ReplayMissedEvents Incorrectly assumes autoincrement value of 1 for all deployments.
stevend-uber opened this issue · comments
During a validation that we did for 1.9.6 Server, we noticed that we saw a single:
Detected skipped attested node event
And then constantly reoccuring logs:
Event not yet populated in database
.
After further discussion, it was found that the updateCache method assumes that all SQL stores use a value of 1
for the auto_increment_increment
value. In deployments where this is not true, this method will incorrectly populate the missedEvents map with all of the in-between entries that should never get populated.
This behavior will incur additional CPU cycles, Noise, and Memory Usage from storing the false-positives and doing the the replayMissedEvents poll.

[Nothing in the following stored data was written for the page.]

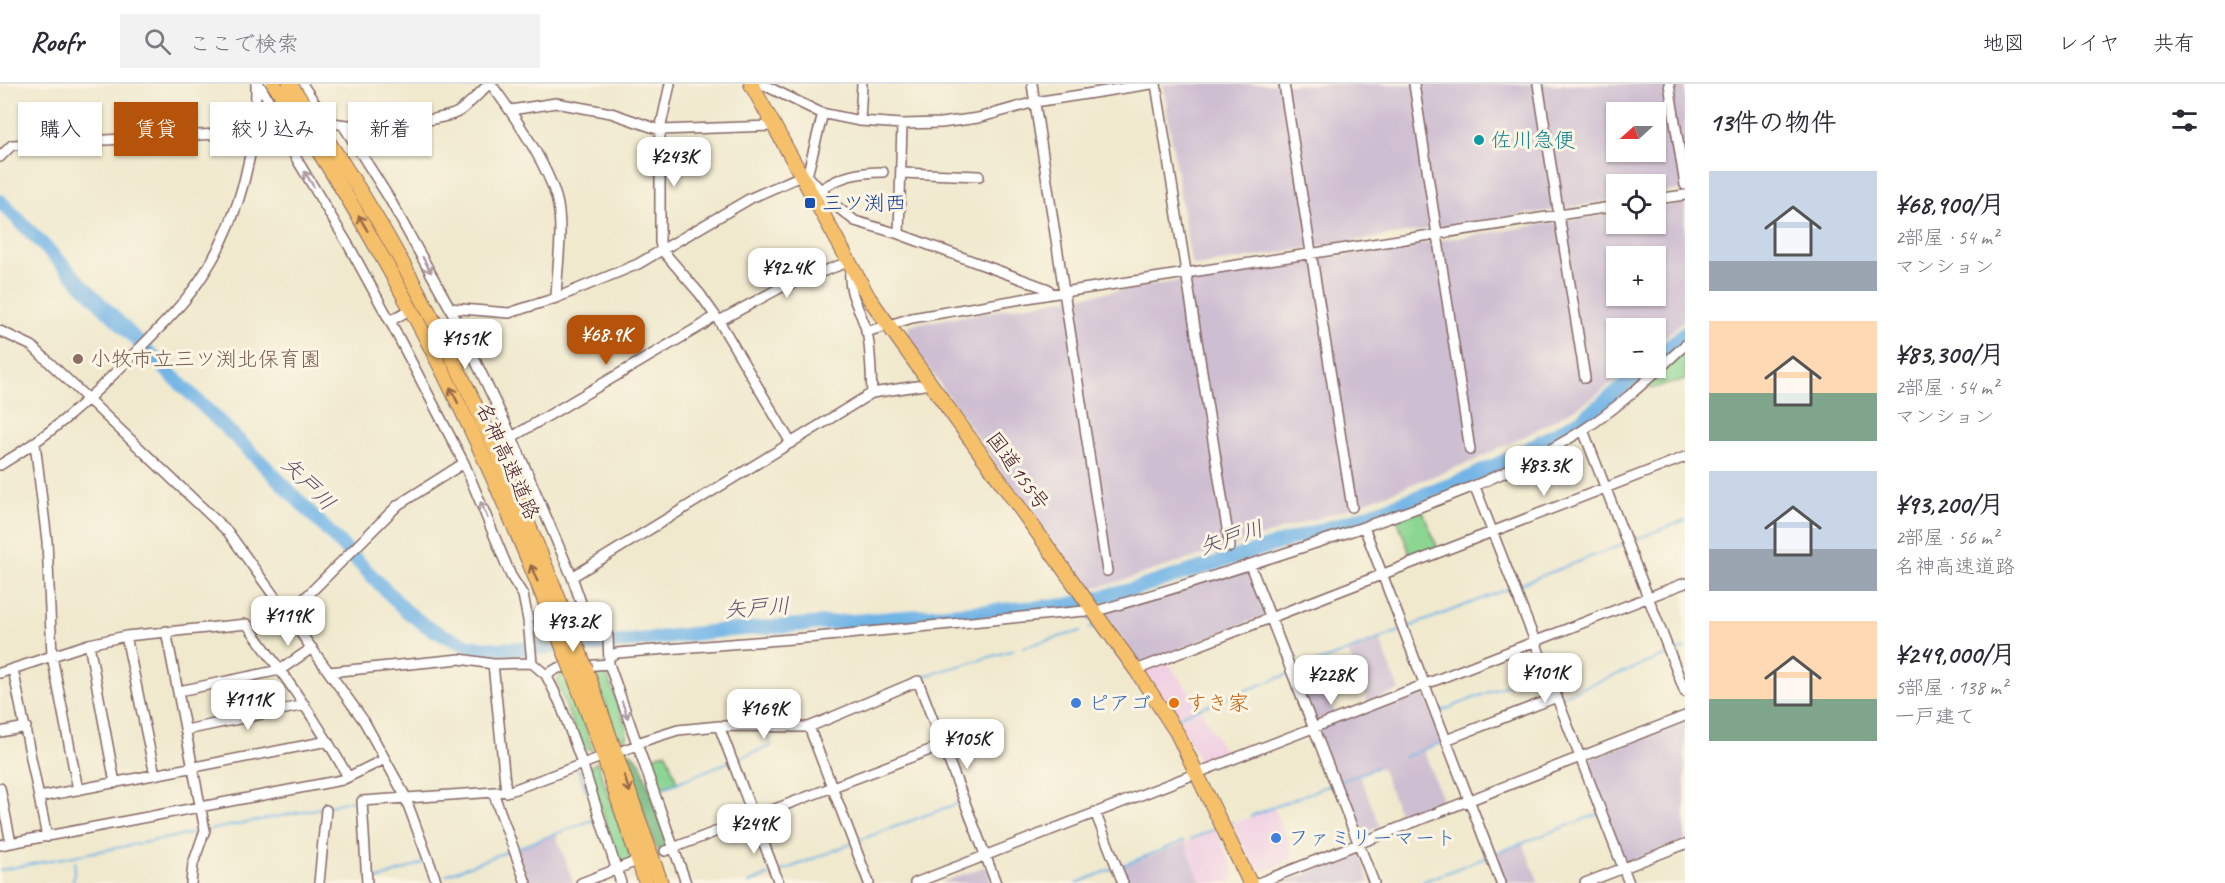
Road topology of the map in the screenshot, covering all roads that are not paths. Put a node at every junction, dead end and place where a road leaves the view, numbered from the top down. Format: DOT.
graph roads {
  1 [pos="258,84"];
  2 [pos="274,84"];
  3 [pos="290,84"];
  4 [pos="302,84"];
  5 [pos="490,84"];
  6 [pos="670,84"];
  7 [pos="751,84"];
  8 [pos="762,84"];
  9 [pos="862,84"];
  10 [pos="1032,84"];
  11 [pos="1151,84"];
  12 [pos="1156,84"];
  13 [pos="1284,84"];
  14 [pos="1414,84"];
  15 [pos="1538,84"];
  16 [pos="1669,84"];
  17 [pos="257,102"];
  18 [pos="269,102"];
  19 [pos="305,102"];
  20 [pos="312,102"];
  21 [pos="1035,102"];
  22 [pos="511,110"];
  23 [pos="823,113"];
  24 [pos="860,121"];
  25 [pos="902,124"];
  26 [pos="336,125"];
  27 [pos="343,125"];
  28 [pos="773,126"];
  29 [pos="660,130"];
  30 [pos="210,134"];
  31 [pos="336,145"];
  32 [pos="250,156"];
  33 [pos="295,156"];
  34 [pos="0,158"];
  35 [pos="883,172"];
  36 [pos="901,173"];
  37 [pos="804,176"];
  38 [pos="979,176"];
  39 [pos="1685,184"];
  40 [pos="820,190"];
  41 [pos="1685,195"];
  42 [pos="1666,198"];
  43 [pos="1606,208"];
  44 [pos="1558,215"];
  45 [pos="899,234"];
  46 [pos="1438,235"];
  47 [pos="662,250"];
  48 [pos="1311,254"];
  49 [pos="851,266"];
  50 [pos="1185,273"];
  51 [pos="442,292"];
  52 [pos="1064,292"];
  53 [pos="1051,294"];
  54 [pos="556,298"];
  55 [pos="429,299"];
  56 [pos="450,308"];
  57 [pos="404,313"];
  58 [pos="717,318"];
  59 [pos="390,321"];
  60 [pos="888,324"];
  61 [pos="0,331"];
  62 [pos="866,332"];
  63 [pos="1685,345"];
  64 [pos="1585,378"];
  65 [pos="930,384"];
  66 [pos="872,393"];
  67 [pos="89,399"];
  68 [pos="1583,430"];
  69 [pos="512,437"];
  70 [pos="35,443"];
  71 [pos="790,443"];
  72 [pos="1470,450"];
  73 [pos="1685,457"];
  74 [pos="464,463"];
  75 [pos="0,465"];
  76 [pos="1475,487"];
  77 [pos="1606,488"];
  78 [pos="1352,507"];
  79 [pos="1364,527"];
  80 [pos="1493,532"];
  81 [pos="1230,547"];
  82 [pos="1250,565"];
  83 [pos="1107,570"];
  84 [pos="1382,574"];
  85 [pos="573,581"];
  86 [pos="1685,583"];
  87 [pos="563,587"];
  88 [pos="1648,597"];
  89 [pos="1092,611"];
  90 [pos="289,614"];
  91 [pos="1270,618"];
  92 [pos="562,626"];
  93 [pos="166,631"];
  94 [pos="126,636"];
  95 [pos="1534,641"];
  96 [pos="89,644"];
  97 [pos="312,648"];
  98 [pos="52,656"];
  99 [pos="610,658"];
  100 [pos="532,661"];
  101 [pos="493,664"];
  102 [pos="13,669"];
  103 [pos="280,670"];
  104 [pos="579,670"];
  105 [pos="1136,670"];
  106 [pos="330,672"];
  107 [pos="0,673"];
  108 [pos="546,675"];
  109 [pos="1424,684"];
  110 [pos="179,691"];
  111 [pos="1685,692"];
  112 [pos="1557,697"];
  113 [pos="305,705"];
  114 [pos="1685,716"];
  115 [pos="719,726"];
  116 [pos="26,727"];
  117 [pos="809,727"];
  118 [pos="1313,727"];
  119 [pos="186,730"];
  120 [pos="0,732"];
  121 [pos="1446,740"];
  122 [pos="328,741"];
  123 [pos="638,744"];
  124 [pos="943,745"];
  125 [pos="624,750"];
  126 [pos="1580,756"];
  127 [pos="385,759"];
  128 [pos="596,759"];
  129 [pos="582,763"];
  130 [pos="193,768"];
  131 [pos="1197,772"];
  132 [pos="155,775"];
  133 [pos="348,777"];
  134 [pos="114,783"];
  135 [pos="832,787"];
  136 [pos="0,788"];
  137 [pos="78,790"];
  138 [pos="493,792"];
  139 [pos="506,792"];
  140 [pos="40,797"];
  141 [pos="406,798"];
  142 [pos="1469,800"];
  143 [pos="200,807"];
  144 [pos="326,810"];
  145 [pos="1095,812"];
  146 [pos="754,817"];
  147 [pos="47,837"];
  148 [pos="11,843"];
  149 [pos="1359,843"];
  150 [pos="1685,844"];
  151 [pos="0,845"];
  152 [pos="669,850"];
  153 [pos="985,855"];
  154 [pos="632,863"];
  155 [pos="1623,868"];
  156 [pos="617,869"];
  157 [pos="191,883"];
  158 [pos="319,883"];
  159 [pos="368,883"];
  160 [pos="437,883"];
  161 [pos="526,883"];
  162 [pos="581,883"];
  163 [pos="621,883"];
  164 [pos="646,883"];
  165 [pos="661,883"];
  166 [pos="686,883"];
  167 [pos="779,883"];
  168 [pos="870,883"];
  169 [pos="915,883"];
  170 [pos="996,883"];
  171 [pos="1123,883"];
  172 [pos="1250,883"];
  173 [pos="1258,883"];
  174 [pos="1374,883"];
  175 [pos="1501,883"];
  176 [pos="1585,883"];
  177 [pos="1629,883"];
  1 -- 17 [label="street"];
  1 -- 18 [label="street"];
  92 -- 2 [label="highway, 名神高速道路, one-way, bridge"];
  3 -- 19 [label="highway, 名神高速道路, bridge"];
  4 -- 20 [label="street"];
  5 -- 22 [label="street"];
  5 -- 27 [label="street"];
  6 -- 29 [label="street"];
  7 -- 28 [label="highway, 国道155号"];
  8 -- 23 [label="street"];
  9 -- 24 [label="street"];
  10 -- 21 [label="street"];
  11 -- 21 [label="street"];
  12 -- 50 [label="street"];
  13 -- 48 [label="street"];
  14 -- 46 [label="street"];
  15 -- 44 [label="street"];
  16 -- 39 [label="street"];
  21 -- 25 [label="street"];
  21 -- 52 [label="street"];
  22 -- 29 [label="street"];
  22 -- 54 [label="street"];
  23 -- 24 [label="street"];
  23 -- 37 [label="street"];
  24 -- 25 [label="street"];
  25 -- 36 [label="street"];
  26 -- 27 [label="street"];
  27 -- 51 [label="street, one-way"];
  28 -- 29 [label="street"];
  28 -- 37 [label="highway, 国道155号"];
  29 -- 47 [label="street"];
  30 -- 34 [label="street"];
  31 -- 92 [label="highway, 名神高速道路"];
  32 -- 67 [label="street"];
  59 -- 33 [label="street, one-way"];
  35 -- 40 [label="street"];
  36 -- 38 [label="street"];
  36 -- 45 [label="street"];
  37 -- 40 [label="street"];
  37 -- 47 [label="street"];
  37 -- 49 [label="highway, 国道155号"];
  40 -- 45 [label="street"];
  41 -- 42 [label="street"];
  43 -- 44 [label="street"];
  44 -- 46 [label="street"];
  44 -- 64 [label="street"];
  45 -- 53 [label="street"];
  46 -- 48 [label="street"];
  46 -- 72 [label="street"];
  47 -- 54 [label="street"];
  47 -- 58 [label="street"];
  48 -- 50 [label="street"];
  48 -- 78 [label="street"];
  49 -- 58 [label="street"];
  49 -- 60 [label="highway, 国道155号"];
  49 -- 62 [label="street"];
  50 -- 52 [label="street"];
  50 -- 81 [label="street"];
  51 -- 55 [label="street"];
  51 -- 56 [label="street"];
  52 -- 53 [label="street"];
  52 -- 83 [label="street"];
  53 -- 60 [label="street"];
  54 -- 56 [label="street"];
  56 -- 69 [label="street"];
  57 -- 59 [label="street"];
  58 -- 69 [label="street"];
  58 -- 71 [label="street"];
  59 -- 74 [label="street"];
  60 -- 62 [label="street"];
  60 -- 65 [label="highway, 国道155号"];
  61 -- 67 [label="street"];
  62 -- 66 [label="street"];
  63 -- 68 [label="street"];
  65 -- 66 [label="street"];
  65 -- 89 [label="highway, 国道155号"];
  66 -- 71 [label="street"];
  67 -- 70 [label="street"];
  67 -- 90 [label="street"];
  68 -- 76 [label="street"];
  68 -- 77 [label="street"];
  69 -- 85 [label="street"];
  70 -- 75 [label="street"];
  70 -- 98 [label="street"];
  71 -- 85 [label="street"];
  73 -- 77 [label="street"];
  74 -- 90 [label="street"];
  100 -- 74 [label="street, one-way"];
  76 -- 79 [label="street"];
  76 -- 80 [label="street"];
  77 -- 80 [label="street"];
  77 -- 88 [label="street"];
  79 -- 82 [label="street"];
  79 -- 84 [label="street"];
  80 -- 84 [label="street"];
  80 -- 95 [label="street"];
  82 -- 89 [label="street"];
  82 -- 91 [label="street"];
  84 -- 91 [label="street"];
  84 -- 109 [label="street"];
  85 -- 87 [label="street"];
  85 -- 99 [label="street"];
  86 -- 88 [label="street"];
  88 -- 95 [label="street"];
  88 -- 111 [label="street"];
  89 -- 99 [label="street"];
  89 -- 105 [label="highway, 国道155号"];
  90 -- 97 [label="street"];
  91 -- 105 [label="street"];
  91 -- 118 [label="street"];
  92 -- 104 [label="highway, 名神高速道路, bridge"];
  93 -- 94 [label="street"];
  93 -- 103 [label="street"];
  93 -- 110 [label="street"];
  94 -- 96 [label="street"];
  94 -- 132 [label="street"];
  95 -- 109 [label="street"];
  95 -- 112 [label="street"];
  96 -- 98 [label="street"];
  96 -- 134 [label="street"];
  97 -- 103 [label="street"];
  97 -- 106 [label="street"];
  98 -- 102 [label="street"];
  98 -- 137 [label="street"];
  99 -- 108 [label="street"];
  99 -- 123 [label="street, one-way"];
  100 -- 101 [label="street"];
  100 -- 108 [label="street"];
  101 -- 106 [label="street"];
  101 -- 139 [label="street"];
  102 -- 107 [label="street"];
  102 -- 116 [label="street"];
  103 -- 110 [label="street"];
  103 -- 113 [label="street"];
  104 -- 164 [label="highway, 名神高速道路"];
  104 -- 165 [label="highway, 名神高速道路, one-way"];
  105 -- 131 [label="highway, 国道155号"];
  106 -- 127 [label="street"];
  108 -- 129 [label="street"];
  109 -- 118 [label="street"];
  109 -- 121 [label="street"];
  110 -- 119 [label="street"];
  112 -- 121 [label="street"];
  112 -- 126 [label="street"];
  113 -- 119 [label="street"];
  113 -- 122 [label="street"];
  114 -- 126 [label="street"];
  115 -- 117 [label="street"];
  115 -- 123 [label="street"];
  115 -- 146 [label="street"];
  116 -- 120 [label="street"];
  116 -- 140 [label="street"];
  117 -- 124 [label="street"];
  117 -- 135 [label="street"];
  118 -- 131 [label="street"];
  118 -- 149 [label="street"];
  119 -- 130 [label="street"];
  121 -- 142 [label="street"];
  122 -- 130 [label="street"];
  122 -- 133 [label="street"];
  123 -- 125 [label="street"];
  123 -- 152 [label="street"];
  124 -- 135 [label="street"];
  124 -- 153 [label="street"];
  126 -- 142 [label="street"];
  126 -- 155 [label="street"];
  127 -- 133 [label="street"];
  127 -- 141 [label="street"];
  128 -- 129 [label="street"];
  129 -- 139 [label="street"];
  129 -- 156 [label="street"];
  130 -- 132 [label="street"];
  130 -- 143 [label="street"];
  131 -- 145 [label="street"];
  131 -- 172 [label="highway, 国道155号"];
  132 -- 134 [label="street"];
  133 -- 143 [label="street"];
  134 -- 137 [label="street"];
  135 -- 146 [label="street"];
  135 -- 168 [label="street"];
  136 -- 148 [label="street"];
  137 -- 140 [label="street"];
  138 -- 139 [label="street"];
  138 -- 141 [label="street"];
  138 -- 161 [label="street"];
  140 -- 147 [label="street"];
  141 -- 159 [label="street"];
  141 -- 160 [label="street"];
  142 -- 149 [label="street"];
  142 -- 175 [label="street"];
  143 -- 147 [label="street"];
  143 -- 157 [label="street"];
  144 -- 158 [label="street"];
  145 -- 153 [label="street"];
  145 -- 171 [label="street"];
  146 -- 152 [label="street"];
  146 -- 167 [label="street"];
  147 -- 148 [label="street"];
  148 -- 151 [label="street"];
  149 -- 173 [label="street"];
  149 -- 174 [label="street"];
  150 -- 155 [label="street"];
  152 -- 166 [label="street"];
  153 -- 169 [label="street"];
  153 -- 170 [label="street"];
  154 -- 156 [label="street"];
  155 -- 176 [label="street"];
  155 -- 177 [label="street"];
  156 -- 162 [label="street"];
  156 -- 163 [label="street"];
}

At the scale of 10's thousands per deployment and/or a highly dynamic environment, this will causes a new false-positive missed-event to happen every single time an entry is created.
From reading extensively, the system is using Group Replication, which means that each server is tuned to avoid using auto-indexed values that might be used elsewhere. This prevents the need to ensure that the same ID isn't issued in two different servers at the same time, as might occur when switching the primary write server.

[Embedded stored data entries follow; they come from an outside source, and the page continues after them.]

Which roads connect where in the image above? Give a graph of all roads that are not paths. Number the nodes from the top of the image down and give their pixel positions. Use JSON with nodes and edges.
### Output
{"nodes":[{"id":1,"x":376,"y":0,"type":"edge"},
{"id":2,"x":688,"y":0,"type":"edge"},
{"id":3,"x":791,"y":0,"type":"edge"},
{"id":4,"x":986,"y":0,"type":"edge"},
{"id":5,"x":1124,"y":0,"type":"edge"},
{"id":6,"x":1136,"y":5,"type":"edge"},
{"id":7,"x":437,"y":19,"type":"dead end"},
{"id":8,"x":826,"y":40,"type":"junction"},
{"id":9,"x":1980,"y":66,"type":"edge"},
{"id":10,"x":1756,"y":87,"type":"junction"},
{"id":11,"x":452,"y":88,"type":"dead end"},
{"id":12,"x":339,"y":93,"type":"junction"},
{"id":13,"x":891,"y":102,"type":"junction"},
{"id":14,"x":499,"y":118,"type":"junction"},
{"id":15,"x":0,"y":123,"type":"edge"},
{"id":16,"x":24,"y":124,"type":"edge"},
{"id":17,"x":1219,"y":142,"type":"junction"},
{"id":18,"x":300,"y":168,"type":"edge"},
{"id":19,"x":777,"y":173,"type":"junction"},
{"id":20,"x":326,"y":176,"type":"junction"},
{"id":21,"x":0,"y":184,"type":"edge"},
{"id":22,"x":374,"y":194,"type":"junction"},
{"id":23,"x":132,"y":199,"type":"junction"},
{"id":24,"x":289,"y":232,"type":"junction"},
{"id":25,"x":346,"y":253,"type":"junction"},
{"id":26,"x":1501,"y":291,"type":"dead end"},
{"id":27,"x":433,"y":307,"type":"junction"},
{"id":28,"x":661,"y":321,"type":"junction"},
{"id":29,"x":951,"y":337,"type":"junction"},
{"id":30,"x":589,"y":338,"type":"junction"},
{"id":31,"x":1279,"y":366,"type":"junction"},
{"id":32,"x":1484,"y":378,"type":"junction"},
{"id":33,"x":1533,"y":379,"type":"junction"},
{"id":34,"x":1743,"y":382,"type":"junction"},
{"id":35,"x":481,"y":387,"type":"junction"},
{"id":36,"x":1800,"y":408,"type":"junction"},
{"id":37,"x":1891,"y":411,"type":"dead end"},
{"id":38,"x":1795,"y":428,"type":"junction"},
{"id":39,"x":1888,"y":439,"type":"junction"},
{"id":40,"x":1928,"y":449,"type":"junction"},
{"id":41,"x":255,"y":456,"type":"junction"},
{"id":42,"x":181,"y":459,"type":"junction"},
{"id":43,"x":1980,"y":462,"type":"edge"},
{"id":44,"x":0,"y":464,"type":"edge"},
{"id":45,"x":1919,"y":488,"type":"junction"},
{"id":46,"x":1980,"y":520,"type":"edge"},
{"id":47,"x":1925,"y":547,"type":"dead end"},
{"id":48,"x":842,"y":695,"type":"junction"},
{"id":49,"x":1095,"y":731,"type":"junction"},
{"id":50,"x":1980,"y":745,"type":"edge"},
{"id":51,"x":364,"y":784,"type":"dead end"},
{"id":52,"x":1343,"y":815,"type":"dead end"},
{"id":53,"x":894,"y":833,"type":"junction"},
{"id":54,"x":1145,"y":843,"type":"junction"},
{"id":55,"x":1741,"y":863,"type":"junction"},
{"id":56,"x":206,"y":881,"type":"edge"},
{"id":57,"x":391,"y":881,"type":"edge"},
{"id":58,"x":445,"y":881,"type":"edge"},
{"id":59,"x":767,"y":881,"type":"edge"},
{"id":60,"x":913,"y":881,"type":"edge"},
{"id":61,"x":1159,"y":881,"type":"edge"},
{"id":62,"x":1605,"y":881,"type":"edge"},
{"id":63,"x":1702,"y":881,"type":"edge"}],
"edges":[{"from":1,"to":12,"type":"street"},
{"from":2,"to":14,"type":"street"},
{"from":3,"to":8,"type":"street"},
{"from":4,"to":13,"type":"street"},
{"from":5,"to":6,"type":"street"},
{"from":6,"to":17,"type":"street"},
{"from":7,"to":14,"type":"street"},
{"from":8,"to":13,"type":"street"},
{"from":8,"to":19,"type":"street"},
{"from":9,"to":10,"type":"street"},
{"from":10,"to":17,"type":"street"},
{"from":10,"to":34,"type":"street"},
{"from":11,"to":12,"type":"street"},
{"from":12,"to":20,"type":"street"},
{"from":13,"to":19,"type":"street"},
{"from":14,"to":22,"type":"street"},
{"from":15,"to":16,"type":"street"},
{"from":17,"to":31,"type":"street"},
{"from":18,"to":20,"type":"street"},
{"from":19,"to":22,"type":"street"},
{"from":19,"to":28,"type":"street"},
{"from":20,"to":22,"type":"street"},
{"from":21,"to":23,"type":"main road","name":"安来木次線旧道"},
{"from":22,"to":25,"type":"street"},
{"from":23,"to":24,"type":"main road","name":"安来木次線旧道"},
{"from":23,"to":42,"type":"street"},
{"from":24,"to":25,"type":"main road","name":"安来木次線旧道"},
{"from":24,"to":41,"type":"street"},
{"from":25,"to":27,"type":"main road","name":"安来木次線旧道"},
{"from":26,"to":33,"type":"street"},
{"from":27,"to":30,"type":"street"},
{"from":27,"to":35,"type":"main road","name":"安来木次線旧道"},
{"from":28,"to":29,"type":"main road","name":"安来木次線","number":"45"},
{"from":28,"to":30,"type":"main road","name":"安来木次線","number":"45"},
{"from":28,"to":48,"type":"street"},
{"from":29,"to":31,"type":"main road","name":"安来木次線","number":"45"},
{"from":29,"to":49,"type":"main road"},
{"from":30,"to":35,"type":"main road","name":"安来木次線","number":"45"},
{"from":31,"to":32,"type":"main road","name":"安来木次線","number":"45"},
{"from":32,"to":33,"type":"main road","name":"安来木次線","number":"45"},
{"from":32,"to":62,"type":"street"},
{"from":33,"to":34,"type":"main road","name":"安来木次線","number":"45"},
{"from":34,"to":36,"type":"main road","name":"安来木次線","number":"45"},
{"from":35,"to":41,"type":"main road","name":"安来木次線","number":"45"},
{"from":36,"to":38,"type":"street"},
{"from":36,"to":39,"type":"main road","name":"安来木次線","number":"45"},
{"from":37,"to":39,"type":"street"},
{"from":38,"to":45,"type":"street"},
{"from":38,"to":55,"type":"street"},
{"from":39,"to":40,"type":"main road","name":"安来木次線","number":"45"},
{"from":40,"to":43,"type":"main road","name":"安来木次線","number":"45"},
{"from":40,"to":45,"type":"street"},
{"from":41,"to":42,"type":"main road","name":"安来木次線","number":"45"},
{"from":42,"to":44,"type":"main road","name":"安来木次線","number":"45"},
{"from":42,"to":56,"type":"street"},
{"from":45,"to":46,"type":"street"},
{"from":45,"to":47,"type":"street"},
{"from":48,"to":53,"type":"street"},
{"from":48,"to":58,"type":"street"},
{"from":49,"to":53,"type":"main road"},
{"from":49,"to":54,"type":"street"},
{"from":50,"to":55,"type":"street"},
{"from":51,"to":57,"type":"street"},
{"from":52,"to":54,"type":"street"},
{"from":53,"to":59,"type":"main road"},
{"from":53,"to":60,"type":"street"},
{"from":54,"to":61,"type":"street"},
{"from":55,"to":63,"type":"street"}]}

In two servers, this would mean each generates ids with sequences that might resemble:
- server 1 - 1, 3, 5, 7, 9
- server 2 - 2, 4, 6, 8, 10
Under normal operations, only one server is generating IDs at a time, and to ensure better interoperability with programs that assume incrementing ids, on post-cutover most systems generate their "next" id higher than the last one they know was used.

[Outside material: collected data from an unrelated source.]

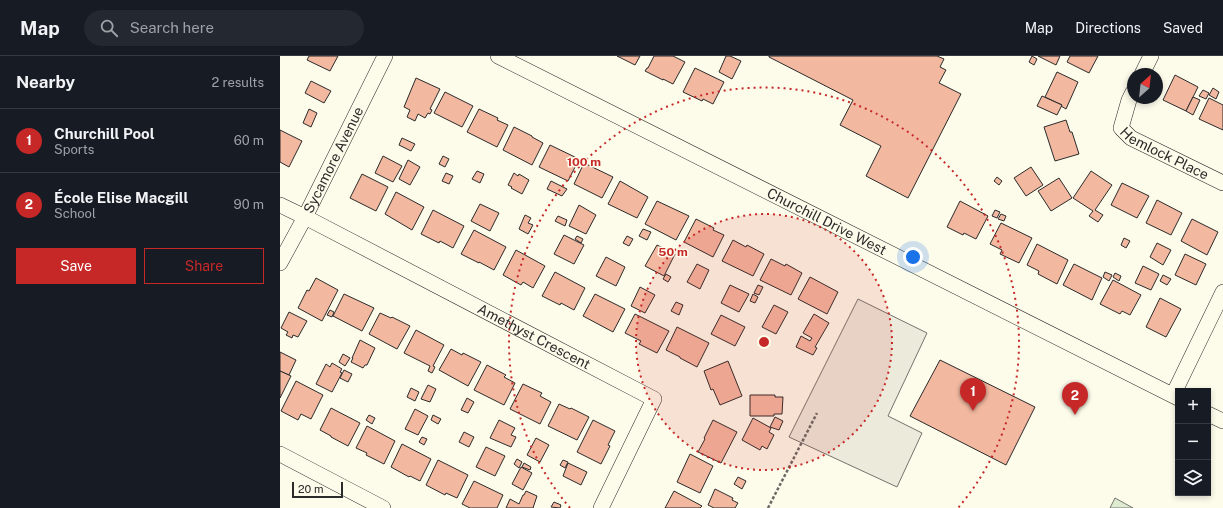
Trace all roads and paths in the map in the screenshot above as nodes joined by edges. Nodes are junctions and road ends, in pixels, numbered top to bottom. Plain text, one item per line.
1 (385, 56) edge
2 (498, 56) edge
3 (1150, 56) edge
4 (1145, 68) edge
5 (1128, 104) edge
6 (1223, 183) edge
7 (280, 205) edge
8 (306, 217) junction
9 (280, 264) edge
10 (1223, 292) edge
11 (1179, 388) edge
12 (1175, 397) edge
13 (817, 413) dead end
14 (1211, 415) edge
15 (1223, 421) edge
16 (280, 454) edge
17 (383, 508) edge
18 (601, 508) edge
19 (768, 508) edge

1 - 8 street, Sycamore Avenue
2 - 12 street, Churchill Drive West
3 - 4 street
5 - 6 street, Hemlock Place
7 - 8 street
8 - 9 street, Sycamore Avenue
8 - 18 street, Amethyst Crescent
10 - 11 street
13 - 19 path
14 - 15 street
16 - 17 street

So a sequence might look like 1, 3, 5, 7, 8, 10, 12 when a cutover occurs at the 7 to 8 transition. This means that there is no guaranteed skip pattern that can be followed to match the server, because there is no guarantee that the replication cluster didn't get a new primary write server after any specifically used ID.
The logic to ensure no ids are skipped will work without error as-is, so the concerns moving forward are about reducing resource consumption (the original goal of the entire effort). Without database replication, the logic will work very efficiently. With replication of this form, each added entry will suffer polling costs for 24 hours (the longest a transaction remains open on these platforms) and then will be efficient.
We are currently investigating suitable backoff algorithms that will still keep the main logic as-is with reduced polling for skipped ids that linger for longer than a few minutes. This should reduce the current cost of skipped ids for the first 24 hours, while preserving the zero maintenance performance costs of entries that are static beyond 24 hours.
@amartinezfayo Please assign this issue to me.
We will be looking at the implementation of a different algorithm for the events-based cache event tracking in #5624.
The new algorithm should solve existing issues related with the events-based cache. Once the algorithm described in #5624 is implemented, we can go back to this issue and figure out if any additional work is needed.